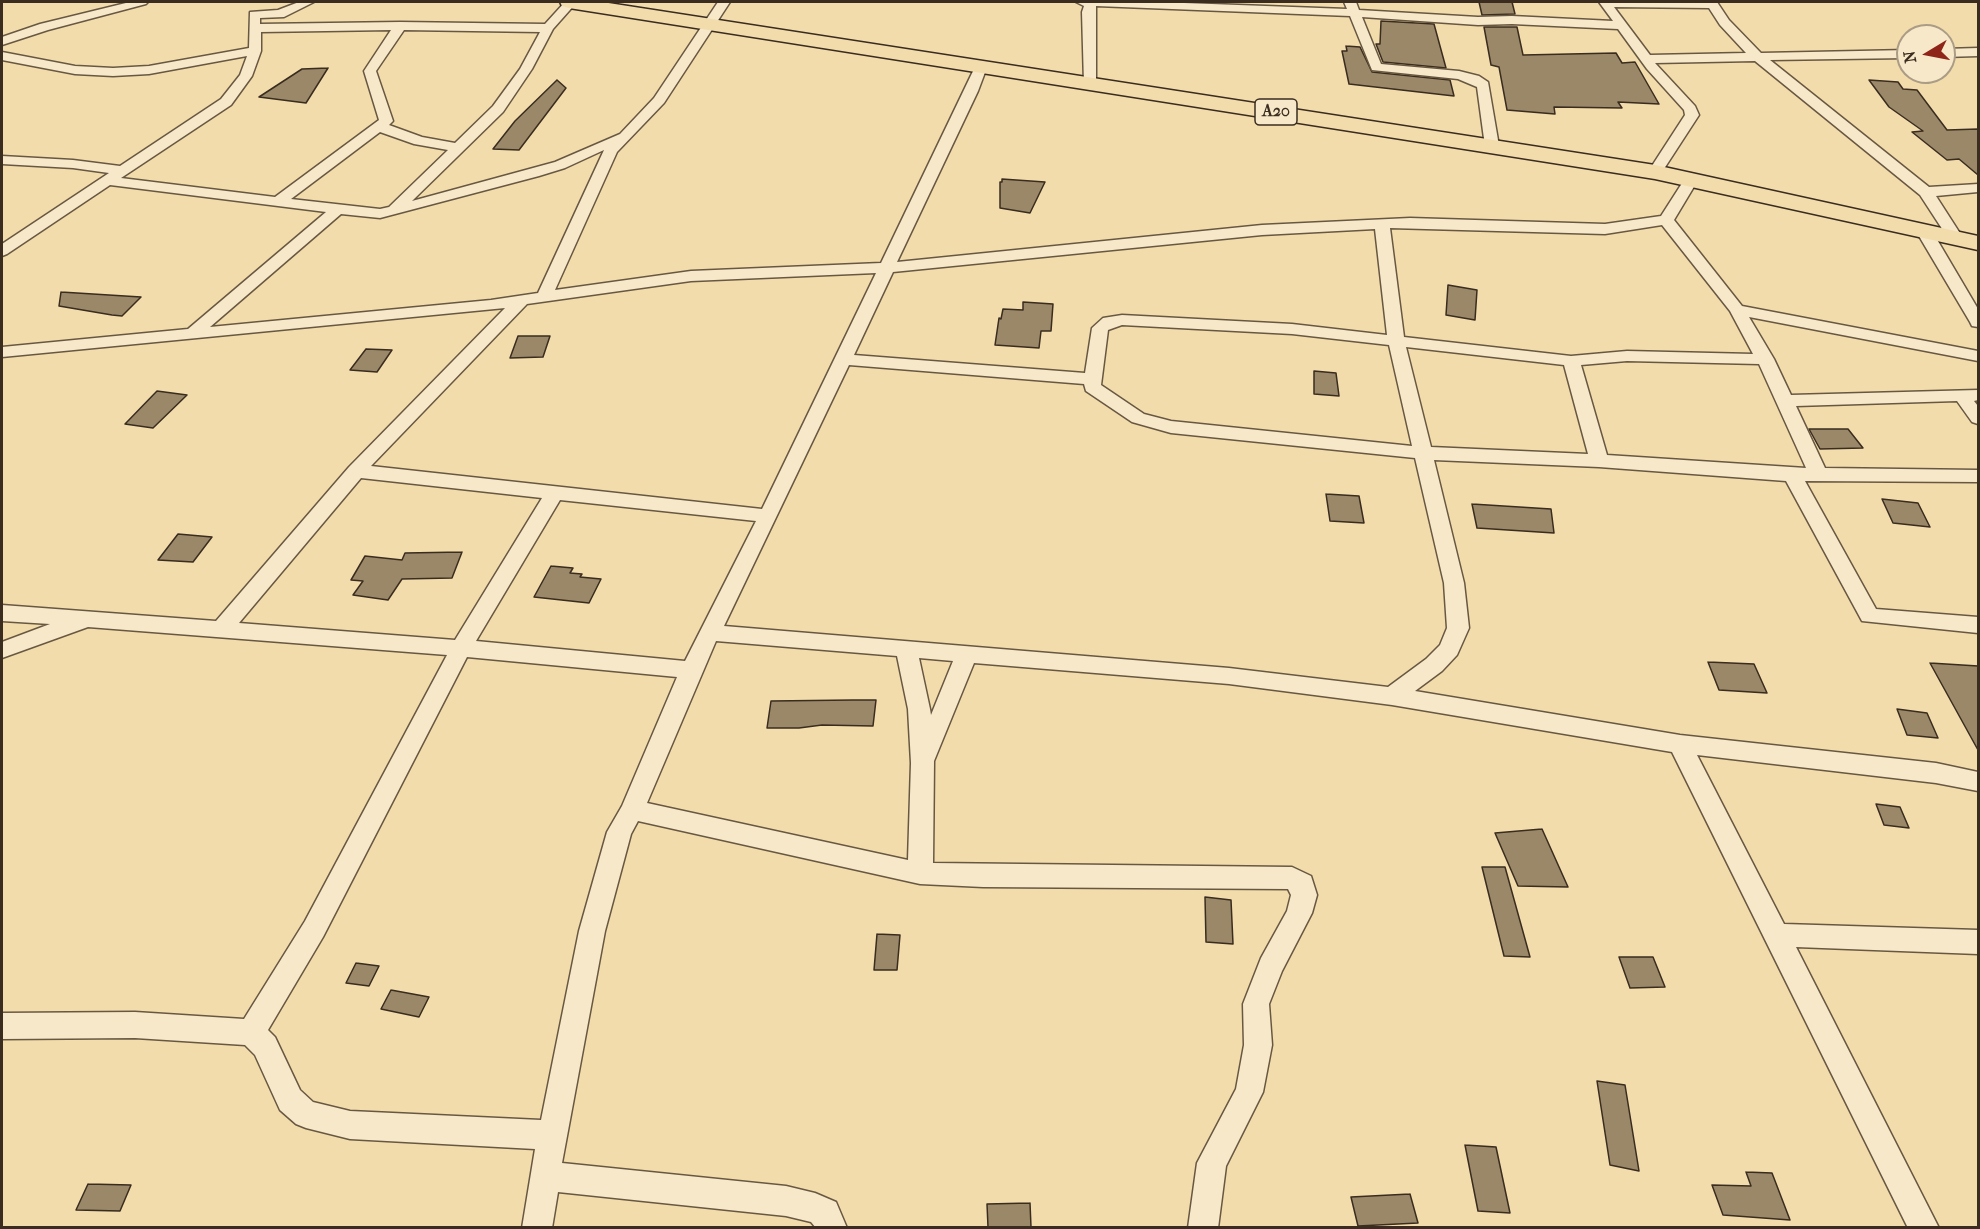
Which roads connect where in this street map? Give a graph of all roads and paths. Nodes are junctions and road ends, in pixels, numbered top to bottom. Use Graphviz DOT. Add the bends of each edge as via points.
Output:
graph roads {
  1 [pos="142,2"];
  2 [pos="262,2"];
  3 [pos="308,2"];
  4 [pos="570,2"];
  5 [pos="724,2"];
  6 [pos="1088,2"];
  7 [pos="1606,2"];
  8 [pos="1711,3"];
  9 [pos="1352,7"];
  10 [pos="254,21"];
  11 [pos="708,23"];
  12 [pos="400,26"];
  13 [pos="1620,26"];
  14 [pos="548,28"];
  15 [pos="2,41"];
  16 [pos="255,51"];
  17 [pos="1978,52"];
  18 [pos="1956,53"];
  19 [pos="1896,54"];
  20 [pos="2,56"];
  21 [pos="1758,57"];
  22 [pos="1646,58"];
  23 [pos="981,67"];
  24 [pos="1090,84"];
  25 [pos="380,127"];
  26 [pos="623,137"];
  27 [pos="1492,146"];
  28 [pos="459,148"];
  29 [pos="2,160"];
  30 [pos="123,171"];
  31 [pos="1656,172"];
  32 [pos="1691,180"];
  33 [pos="110,181"];
  34 [pos="1978,188"];
  35 [pos="1926,192"];
  36 [pos="279,201"];
  37 [pos="338,209"];
  38 [pos="391,212"];
  39 [pos="1666,220"];
  40 [pos="1382,224"];
  41 [pos="1924,231"];
  42 [pos="1955,238"];
  43 [pos="1978,243"];
  44 [pos="2,251"];
  45 [pos="886,268"];
  46 [pos="544,297"];
  47 [pos="521,301"];
  48 [pos="1737,310"];
  49 [pos="1978,322"];
  50 [pos="192,334"];
  51 [pos="1396,341"];
  52 [pos="2,345"];
  53 [pos="42,348"];
  54 [pos="2,352"];
  55 [pos="1978,356"];
  56 [pos="843,359"];
  57 [pos="1765,359"];
  58 [pos="1571,361"];
  59 [pos="1093,379"];
  60 [pos="1970,396"];
  61 [pos="1785,401"];
  62 [pos="1978,418"];
  63 [pos="1422,453"];
  64 [pos="1599,461"];
  65 [pos="356,471"];
  66 [pos="1818,474"];
  67 [pos="1792,475"];
  68 [pos="1978,476"];
  69 [pos="555,492"];
  70 [pos="768,516"];
  71 [pos="2,613"];
  72 [pos="88,620"];
  73 [pos="1978,625"];
  74 [pos="221,630"];
  75 [pos="712,633"];
  76 [pos="461,648"];
  77 [pos="2,650"];
  78 [pos="906,650"];
  79 [pos="966,655"];
  80 [pos="691,670"];
  81 [pos="1392,696"];
  82 [pos="1680,744"];
  83 [pos="923,763"];
  84 [pos="1978,781"];
  85 [pos="632,810"];
  86 [pos="920,873"];
  87 [pos="1777,935"];
  88 [pos="1978,942"];
  89 [pos="2,1026"];
  90 [pos="251,1032"];
  91 [pos="552,1135"];
  92 [pos="545,1176"];
  93 [pos="537,1227"];
  94 [pos="832,1227"];
  95 [pos="1203,1227"];
  96 [pos="1924,1227"];
  1 -- 15 [label="street"];
  2 -- 10 [label="street"];
  3 -- 10 [label="street"];
  4 -- 11 [label="main road, A20"];
  4 -- 14 [label="street"];
  5 -- 11 [label="street"];
  6 -- 9 [label="street"];
  6 -- 24 [label="street"];
  7 -- 8 [label="street"];
  7 -- 13 [label="street"];
  8 -- 21 [label="street"];
  9 -- 13 [label="street" via="1478,21"];
  9 -- 27 [label="street" via="1376,67 1459,75 1483,85"];
  10 -- 12 [label="street"];
  10 -- 16 [label="street"];
  11 -- 23 [label="main road, A20"];
  11 -- 26 [label="street" via="660,100"];
  12 -- 14 [label="street"];
  12 -- 25 [label="street" via="370,71 386,121"];
  13 -- 22 [label="street"];
  14 -- 28 [label="street" via="508,96"];
  16 -- 20 [label="street" via="149,70 113,72 75,70"];
  16 -- 30 [label="street" via="246,76 226,102"];
  17 -- 18 [label="street"];
  19 -- 21 [label="street"];
  21 -- 22 [label="street"];
  21 -- 35 [label="street"];
  22 -- 31 [label="street" via="1692,115"];
  23 -- 24 [label="main road, A20"];
  23 -- 45 [label="street"];
  24 -- 27 [label="main road, A20"];
  25 -- 28 [label="street" via="420,141"];
  25 -- 36 [label="street"];
  26 -- 38 [label="street" via="560,165"];
  26 -- 46 [label="street" via="612,151"];
  27 -- 31 [label="main road, A20"];
  28 -- 38 [label="street"];
  29 -- 30 [label="street"];
  30 -- 33 [label="street"];
  31 -- 32 [label="main road, A20"];
  32 -- 39 [label="street"];
  32 -- 41 [label="main road, A20"];
  33 -- 36 [label="street"];
  33 -- 44 [label="street"];
  34 -- 35 [label="street"];
  35 -- 42 [label="street"];
  36 -- 37 [label="street"];
  37 -- 38 [label="street"];
  37 -- 50 [label="street"];
  39 -- 40 [label="street" via="1605,229"];
  39 -- 48 [label="street"];
  40 -- 45 [label="street" via="1262,230"];
  40 -- 51 [label="street"];
  41 -- 42 [label="main road, A20"];
  41 -- 49 [label="street"];
  42 -- 43 [label="main road, A20"];
  45 -- 46 [label="street" via="691,276"];
  45 -- 56 [label="street"];
  46 -- 47 [label="street"];
  47 -- 50 [label="street"];
  47 -- 65 [label="street"];
  48 -- 55 [label="street"];
  48 -- 57 [label="street"];
  50 -- 53 [label="street"];
  51 -- 58 [label="street"];
  51 -- 59 [label="street" via="1292,329 1122,320 1100,328"];
  51 -- 63 [label="street"];
  52 -- 53 [label="street"];
  53 -- 54 [label="street"];
  56 -- 59 [label="street"];
  56 -- 70 [label="street"];
  57 -- 58 [label="street" via="1627,356"];
  57 -- 61 [label="street"];
  58 -- 64 [label="street"];
  59 -- 63 [label="street" via="1092,387 1115,405 1138,418 1171,428"];
  60 -- 61 [label="street"];
  60 -- 62 [label="street"];
  61 -- 66 [label="street"];
  63 -- 64 [label="street"];
  63 -- 81 [label="street" via="1454,583 1458,628 1449,649 1434,665"];
  64 -- 67 [label="street"];
  65 -- 69 [label="street"];
  65 -- 74 [label="street"];
  66 -- 67 [label="street"];
  66 -- 68 [label="street"];
  67 -- 73 [label="street" via="1869,616"];
  69 -- 70 [label="street"];
  69 -- 76 [label="street"];
  70 -- 75 [label="street"];
  71 -- 72 [label="street"];
  72 -- 74 [label="street"];
  72 -- 77 [label="street"];
  74 -- 76 [label="street"];
  75 -- 78 [label="street"];
  75 -- 80 [label="street"];
  76 -- 80 [label="street"];
  76 -- 90 [label="street" via="314,930"];
  78 -- 79 [label="street"];
  78 -- 83 [label="street" via="919,709"];
  79 -- 81 [label="street" via="1229,676"];
  79 -- 83 [label="street"];
  80 -- 85 [label="street"];
  81 -- 82 [label="street"];
  82 -- 84 [label="street" via="1936,772"];
  82 -- 87 [label="street"];
  83 -- 86 [label="street"];
  85 -- 86 [label="street"];
  85 -- 91 [label="street" via="620,832 592,931"];
  86 -- 95 [label="street" via="1260,877 1292,878 1302,884 1304,895 1299,913 1270,967 1256,1004 1258,1045 1249,1092 1212,1162"];
  87 -- 88 [label="street"];
  87 -- 96 [label="street"];
  89 -- 90 [label="street" via="135,1024"];
  90 -- 91 [label="street" via="265,1046 290,1100 306,1114 350,1125"];
  91 -- 92 [label="street"];
  92 -- 93 [label="street"];
  92 -- 94 [label="street" via="786,1201 825,1213"];
}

_ _ _ _

### Task statement
Take the entries above and set them down exactly, minus the pictures.

### Answer for this exercise
Which roads connect where in this street map? Give a graph of all roads and paths. Nodes are junctions and road ends, in pixels, numbered top to bottom. Use Graphviz DOT. Add the bends of each edge as via points.
Output:
graph roads {
  1 [pos="142,2"];
  2 [pos="262,2"];
  3 [pos="308,2"];
  4 [pos="570,2"];
  5 [pos="724,2"];
  6 [pos="1088,2"];
  7 [pos="1606,2"];
  8 [pos="1711,3"];
  9 [pos="1352,7"];
  10 [pos="254,21"];
  11 [pos="708,23"];
  12 [pos="400,26"];
  13 [pos="1620,26"];
  14 [pos="548,28"];
  15 [pos="2,41"];
  16 [pos="255,51"];
  17 [pos="1978,52"];
  18 [pos="1956,53"];
  19 [pos="1896,54"];
  20 [pos="2,56"];
  21 [pos="1758,57"];
  22 [pos="1646,58"];
  23 [pos="981,67"];
  24 [pos="1090,84"];
  25 [pos="380,127"];
  26 [pos="623,137"];
  27 [pos="1492,146"];
  28 [pos="459,148"];
  29 [pos="2,160"];
  30 [pos="123,171"];
  31 [pos="1656,172"];
  32 [pos="1691,180"];
  33 [pos="110,181"];
  34 [pos="1978,188"];
  35 [pos="1926,192"];
  36 [pos="279,201"];
  37 [pos="338,209"];
  38 [pos="391,212"];
  39 [pos="1666,220"];
  40 [pos="1382,224"];
  41 [pos="1924,231"];
  42 [pos="1955,238"];
  43 [pos="1978,243"];
  44 [pos="2,251"];
  45 [pos="886,268"];
  46 [pos="544,297"];
  47 [pos="521,301"];
  48 [pos="1737,310"];
  49 [pos="1978,322"];
  50 [pos="192,334"];
  51 [pos="1396,341"];
  52 [pos="2,345"];
  53 [pos="42,348"];
  54 [pos="2,352"];
  55 [pos="1978,356"];
  56 [pos="843,359"];
  57 [pos="1765,359"];
  58 [pos="1571,361"];
  59 [pos="1093,379"];
  60 [pos="1970,396"];
  61 [pos="1785,401"];
  62 [pos="1978,418"];
  63 [pos="1422,453"];
  64 [pos="1599,461"];
  65 [pos="356,471"];
  66 [pos="1818,474"];
  67 [pos="1792,475"];
  68 [pos="1978,476"];
  69 [pos="555,492"];
  70 [pos="768,516"];
  71 [pos="2,613"];
  72 [pos="88,620"];
  73 [pos="1978,625"];
  74 [pos="221,630"];
  75 [pos="712,633"];
  76 [pos="461,648"];
  77 [pos="2,650"];
  78 [pos="906,650"];
  79 [pos="966,655"];
  80 [pos="691,670"];
  81 [pos="1392,696"];
  82 [pos="1680,744"];
  83 [pos="923,763"];
  84 [pos="1978,781"];
  85 [pos="632,810"];
  86 [pos="920,873"];
  87 [pos="1777,935"];
  88 [pos="1978,942"];
  89 [pos="2,1026"];
  90 [pos="251,1032"];
  91 [pos="552,1135"];
  92 [pos="545,1176"];
  93 [pos="537,1227"];
  94 [pos="832,1227"];
  95 [pos="1203,1227"];
  96 [pos="1924,1227"];
  1 -- 15 [label="street"];
  2 -- 10 [label="street"];
  3 -- 10 [label="street"];
  4 -- 11 [label="main road, A20"];
  4 -- 14 [label="street"];
  5 -- 11 [label="street"];
  6 -- 9 [label="street"];
  6 -- 24 [label="street"];
  7 -- 8 [label="street"];
  7 -- 13 [label="street"];
  8 -- 21 [label="street"];
  9 -- 13 [label="street" via="1478,21"];
  9 -- 27 [label="street" via="1376,67 1459,75 1483,85"];
  10 -- 12 [label="street"];
  10 -- 16 [label="street"];
  11 -- 23 [label="main road, A20"];
  11 -- 26 [label="street" via="660,100"];
  12 -- 14 [label="street"];
  12 -- 25 [label="street" via="370,71 386,121"];
  13 -- 22 [label="street"];
  14 -- 28 [label="street" via="508,96"];
  16 -- 20 [label="street" via="149,70 113,72 75,70"];
  16 -- 30 [label="street" via="246,76 226,102"];
  17 -- 18 [label="street"];
  19 -- 21 [label="street"];
  21 -- 22 [label="street"];
  21 -- 35 [label="street"];
  22 -- 31 [label="street" via="1692,115"];
  23 -- 24 [label="main road, A20"];
  23 -- 45 [label="street"];
  24 -- 27 [label="main road, A20"];
  25 -- 28 [label="street" via="420,141"];
  25 -- 36 [label="street"];
  26 -- 38 [label="street" via="560,165"];
  26 -- 46 [label="street" via="612,151"];
  27 -- 31 [label="main road, A20"];
  28 -- 38 [label="street"];
  29 -- 30 [label="street"];
  30 -- 33 [label="street"];
  31 -- 32 [label="main road, A20"];
  32 -- 39 [label="street"];
  32 -- 41 [label="main road, A20"];
  33 -- 36 [label="street"];
  33 -- 44 [label="street"];
  34 -- 35 [label="street"];
  35 -- 42 [label="street"];
  36 -- 37 [label="street"];
  37 -- 38 [label="street"];
  37 -- 50 [label="street"];
  39 -- 40 [label="street" via="1605,229"];
  39 -- 48 [label="street"];
  40 -- 45 [label="street" via="1262,230"];
  40 -- 51 [label="street"];
  41 -- 42 [label="main road, A20"];
  41 -- 49 [label="street"];
  42 -- 43 [label="main road, A20"];
  45 -- 46 [label="street" via="691,276"];
  45 -- 56 [label="street"];
  46 -- 47 [label="street"];
  47 -- 50 [label="street"];
  47 -- 65 [label="street"];
  48 -- 55 [label="street"];
  48 -- 57 [label="street"];
  50 -- 53 [label="street"];
  51 -- 58 [label="street"];
  51 -- 59 [label="street" via="1292,329 1122,320 1100,328"];
  51 -- 63 [label="street"];
  52 -- 53 [label="street"];
  53 -- 54 [label="street"];
  56 -- 59 [label="street"];
  56 -- 70 [label="street"];
  57 -- 58 [label="street" via="1627,356"];
  57 -- 61 [label="street"];
  58 -- 64 [label="street"];
  59 -- 63 [label="street" via="1092,387 1115,405 1138,418 1171,428"];
  60 -- 61 [label="street"];
  60 -- 62 [label="street"];
  61 -- 66 [label="street"];
  63 -- 64 [label="street"];
  63 -- 81 [label="street" via="1454,583 1458,628 1449,649 1434,665"];
  64 -- 67 [label="street"];
  65 -- 69 [label="street"];
  65 -- 74 [label="street"];
  66 -- 67 [label="street"];
  66 -- 68 [label="street"];
  67 -- 73 [label="street" via="1869,616"];
  69 -- 70 [label="street"];
  69 -- 76 [label="street"];
  70 -- 75 [label="street"];
  71 -- 72 [label="street"];
  72 -- 74 [label="street"];
  72 -- 77 [label="street"];
  74 -- 76 [label="street"];
  75 -- 78 [label="street"];
  75 -- 80 [label="street"];
  76 -- 80 [label="street"];
  76 -- 90 [label="street" via="314,930"];
  78 -- 79 [label="street"];
  78 -- 83 [label="street" via="919,709"];
  79 -- 81 [label="street" via="1229,676"];
  79 -- 83 [label="street"];
  80 -- 85 [label="street"];
  81 -- 82 [label="street"];
  82 -- 84 [label="street" via="1936,772"];
  82 -- 87 [label="street"];
  83 -- 86 [label="street"];
  85 -- 86 [label="street"];
  85 -- 91 [label="street" via="620,832 592,931"];
  86 -- 95 [label="street" via="1260,877 1292,878 1302,884 1304,895 1299,913 1270,967 1256,1004 1258,1045 1249,1092 1212,1162"];
  87 -- 88 [label="street"];
  87 -- 96 [label="street"];
  89 -- 90 [label="street" via="135,1024"];
  90 -- 91 [label="street" via="265,1046 290,1100 306,1114 350,1125"];
  91 -- 92 [label="street"];
  92 -- 93 [label="street"];
  92 -- 94 [label="street" via="786,1201 825,1213"];
}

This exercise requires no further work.